Extracted records:
>>>

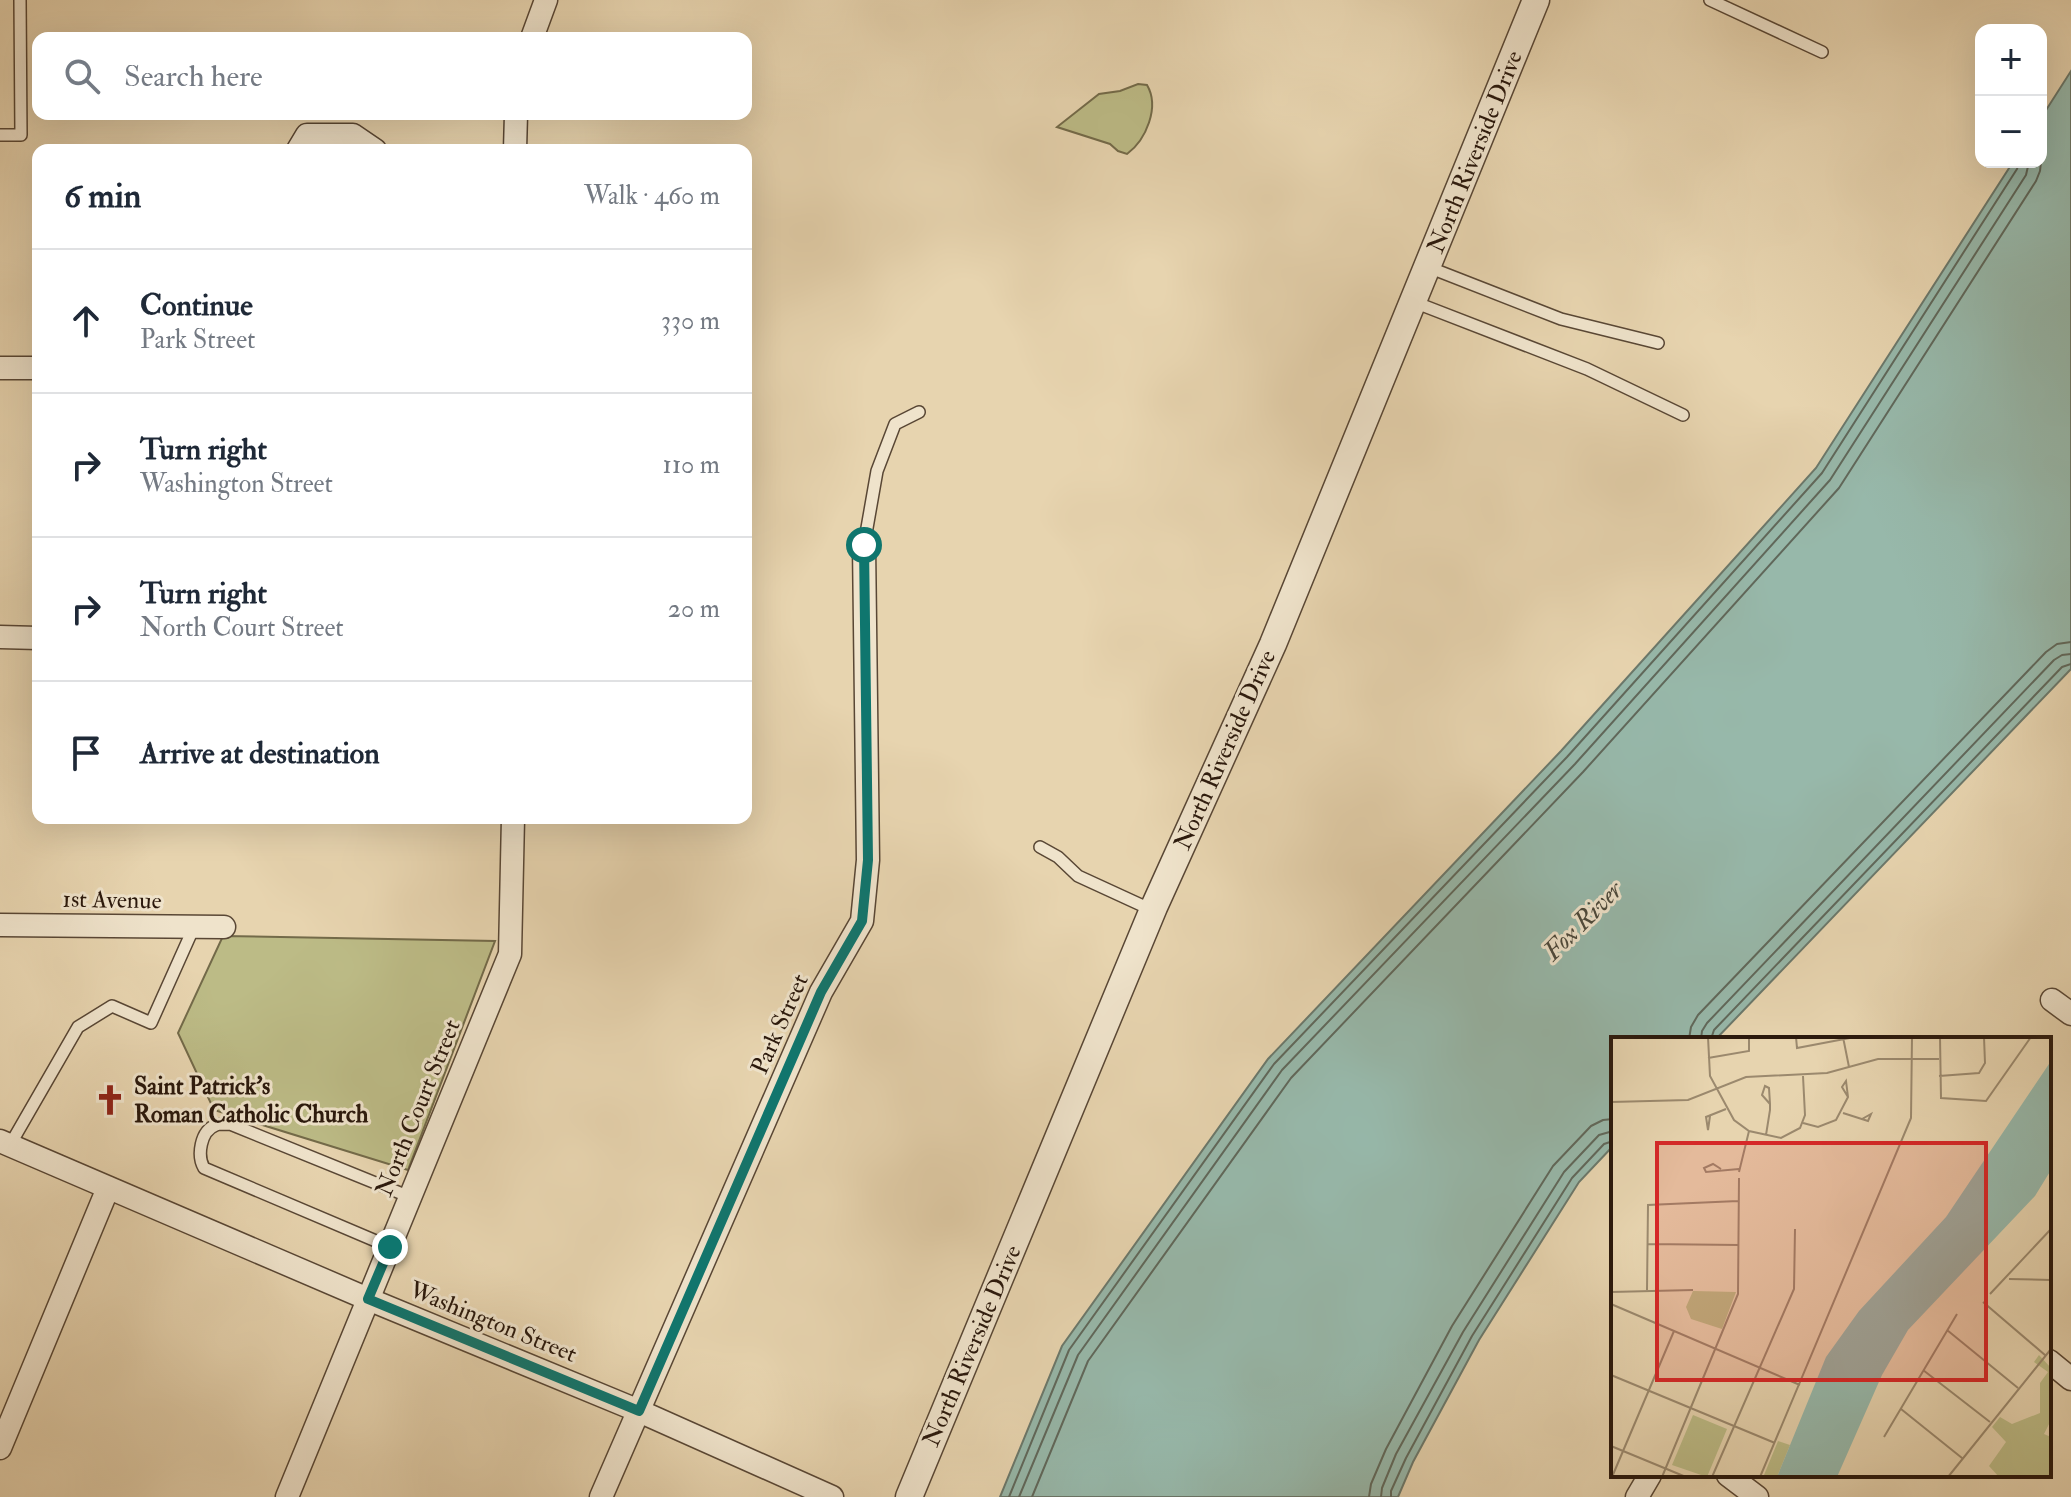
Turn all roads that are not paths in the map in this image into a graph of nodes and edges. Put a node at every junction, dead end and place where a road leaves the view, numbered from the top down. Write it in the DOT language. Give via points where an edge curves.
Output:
graph roads {
  1 [pos="20,0"];
  2 [pos="546,0"];
  3 [pos="1536,0"];
  4 [pos="1710,0"];
  5 [pos="534,32"];
  6 [pos="1822,52"];
  7 [pos="516,120"];
  8 [pos="0,135"];
  9 [pos="302,144"];
  10 [pos="366,144"];
  11 [pos="515,144"];
  12 [pos="1428,267"];
  13 [pos="1414,302"];
  14 [pos="1658,343"];
  15 [pos="0,368"];
  16 [pos="32,368"];
  17 [pos="919,412"];
  18 [pos="1683,415"];
  19 [pos="864,545"];
  20 [pos="0,637"];
  21 [pos="32,638"];
  22 [pos="513,824"];
  23 [pos="1040,847"];
  24 [pos="1152,911"];
  25 [pos="194,927"];
  26 [pos="224,927"];
  27 [pos="2,930"];
  28 [pos="2052,1000"];
  29 [pos="2071,1014"];
  30 [pos="5,1143"];
  31 [pos="108,1188"];
  32 [pos="410,1197"];
  33 [pos="390,1247"];
  34 [pos="368,1299"];
  35 [pos="2051,1363"];
  36 [pos="2071,1379"];
  37 [pos="639,1411"];
  38 [pos="0,1448"];
  39 [pos="1649,1477"];
  40 [pos="1731,1477"];
  41 [pos="287,1497"];
  42 [pos="601,1497"];
  43 [pos="832,1497"];
  44 [pos="909,1497"];
  45 [pos="1637,1497"];
  46 [pos="1757,1497"];
  1 -- 8 [label="lane" via="21,135"];
  2 -- 5 [label="street"];
  3 -- 12 [label="street, North Riverside Drive"];
  4 -- 6 [label="lane"];
  7 -- 11 [label="street"];
  9 -- 10 [label="street" via="307,135 353,135"];
  12 -- 13 [label="street, North Riverside Drive"];
  12 -- 14 [label="lane" via="1561,319"];
  13 -- 18 [label="lane" via="1587,369"];
  13 -- 24 [label="street, North Riverside Drive" via="1273,644"];
  15 -- 16 [label="street"];
  17 -- 19 [label="lane" via="895,424 877,471"];
  19 -- 37 [label="street, Park Street" via="868,860 862,921 821,992"];
  20 -- 21 [label="street"];
  22 -- 32 [label="street, North Court Street" via="510,954"];
  23 -- 24 [label="lane" via="1078,876"];
  24 -- 44 [label="street, North Riverside Drive"];
  25 -- 26 [label="street, 1st Avenue"];
  25 -- 27 [label="street, 1st Avenue"];
  25 -- 30 [label="lane" via="151,1023 112,1006 78,1027"];
  28 -- 29 [label="street"];
  30 -- 31 [label="street, Washington Street"];
  31 -- 34 [label="street, Washington Street"];
  31 -- 38 [label="street"];
  32 -- 33 [label="street, North Court Street"];
  32 -- 33 [label="lane" via="230,1124 206,1131 199,1160 204,1168"];
  33 -- 34 [label="street, North Court Street"];
  34 -- 37 [label="street, Washington Street"];
  34 -- 41 [label="street, North Court Street"];
  35 -- 36 [label="street"];
  37 -- 42 [label="street, Park Street"];
  37 -- 43 [label="street, Washington Street"];
  39 -- 45 [label="street"];
  40 -- 46 [label="street"];
}
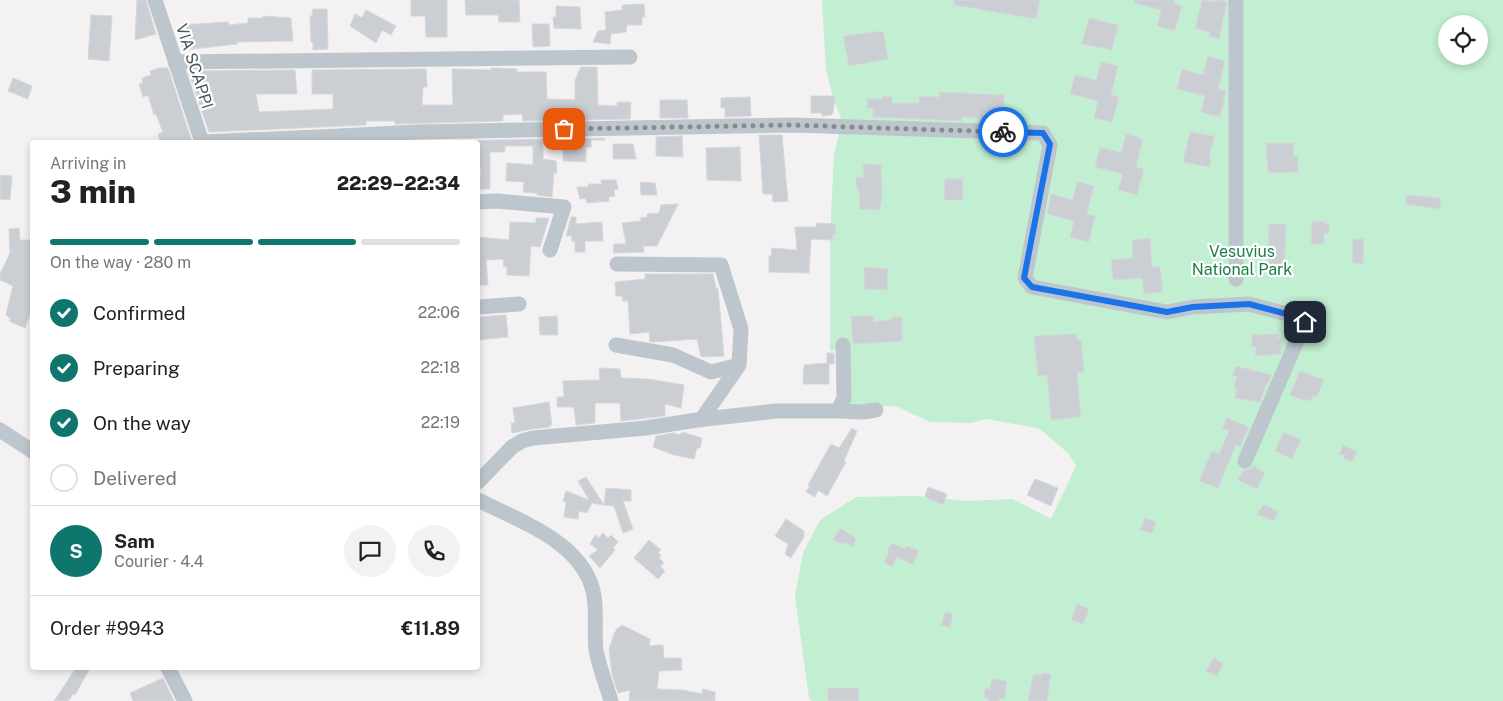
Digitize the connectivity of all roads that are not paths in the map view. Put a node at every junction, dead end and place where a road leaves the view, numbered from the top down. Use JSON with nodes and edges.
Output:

<<<

## INSTRUCTIONS FOR THE TASK
Exactly as written, reproduce all of the entries while dropping the pictures.

## RESPONSE TO THIS EXERCISE
Turn all roads that are not paths in the map in this image into a graph of nodes and edges. Put a node at every junction, dead end and place where a road leaves the view, numbered from the top down. Write it in the DOT language. Give via points where an edge curves.
Output:
graph roads {
  1 [pos="20,0"];
  2 [pos="546,0"];
  3 [pos="1536,0"];
  4 [pos="1710,0"];
  5 [pos="534,32"];
  6 [pos="1822,52"];
  7 [pos="516,120"];
  8 [pos="0,135"];
  9 [pos="302,144"];
  10 [pos="366,144"];
  11 [pos="515,144"];
  12 [pos="1428,267"];
  13 [pos="1414,302"];
  14 [pos="1658,343"];
  15 [pos="0,368"];
  16 [pos="32,368"];
  17 [pos="919,412"];
  18 [pos="1683,415"];
  19 [pos="864,545"];
  20 [pos="0,637"];
  21 [pos="32,638"];
  22 [pos="513,824"];
  23 [pos="1040,847"];
  24 [pos="1152,911"];
  25 [pos="194,927"];
  26 [pos="224,927"];
  27 [pos="2,930"];
  28 [pos="2052,1000"];
  29 [pos="2071,1014"];
  30 [pos="5,1143"];
  31 [pos="108,1188"];
  32 [pos="410,1197"];
  33 [pos="390,1247"];
  34 [pos="368,1299"];
  35 [pos="2051,1363"];
  36 [pos="2071,1379"];
  37 [pos="639,1411"];
  38 [pos="0,1448"];
  39 [pos="1649,1477"];
  40 [pos="1731,1477"];
  41 [pos="287,1497"];
  42 [pos="601,1497"];
  43 [pos="832,1497"];
  44 [pos="909,1497"];
  45 [pos="1637,1497"];
  46 [pos="1757,1497"];
  1 -- 8 [label="lane" via="21,135"];
  2 -- 5 [label="street"];
  3 -- 12 [label="street, North Riverside Drive"];
  4 -- 6 [label="lane"];
  7 -- 11 [label="street"];
  9 -- 10 [label="street" via="307,135 353,135"];
  12 -- 13 [label="street, North Riverside Drive"];
  12 -- 14 [label="lane" via="1561,319"];
  13 -- 18 [label="lane" via="1587,369"];
  13 -- 24 [label="street, North Riverside Drive" via="1273,644"];
  15 -- 16 [label="street"];
  17 -- 19 [label="lane" via="895,424 877,471"];
  19 -- 37 [label="street, Park Street" via="868,860 862,921 821,992"];
  20 -- 21 [label="street"];
  22 -- 32 [label="street, North Court Street" via="510,954"];
  23 -- 24 [label="lane" via="1078,876"];
  24 -- 44 [label="street, North Riverside Drive"];
  25 -- 26 [label="street, 1st Avenue"];
  25 -- 27 [label="street, 1st Avenue"];
  25 -- 30 [label="lane" via="151,1023 112,1006 78,1027"];
  28 -- 29 [label="street"];
  30 -- 31 [label="street, Washington Street"];
  31 -- 34 [label="street, Washington Street"];
  31 -- 38 [label="street"];
  32 -- 33 [label="street, North Court Street"];
  32 -- 33 [label="lane" via="230,1124 206,1131 199,1160 204,1168"];
  33 -- 34 [label="street, North Court Street"];
  34 -- 37 [label="street, Washington Street"];
  34 -- 41 [label="street, North Court Street"];
  35 -- 36 [label="street"];
  37 -- 42 [label="street, Park Street"];
  37 -- 43 [label="street, Washington Street"];
  39 -- 45 [label="street"];
  40 -- 46 [label="street"];
}
Digitize the connectivity of all roads that are not paths in the map view. Put a node at every junction, dead end and place where a road leaves the view, numbered from the top down. Use JSON with nodes and edges.
Output:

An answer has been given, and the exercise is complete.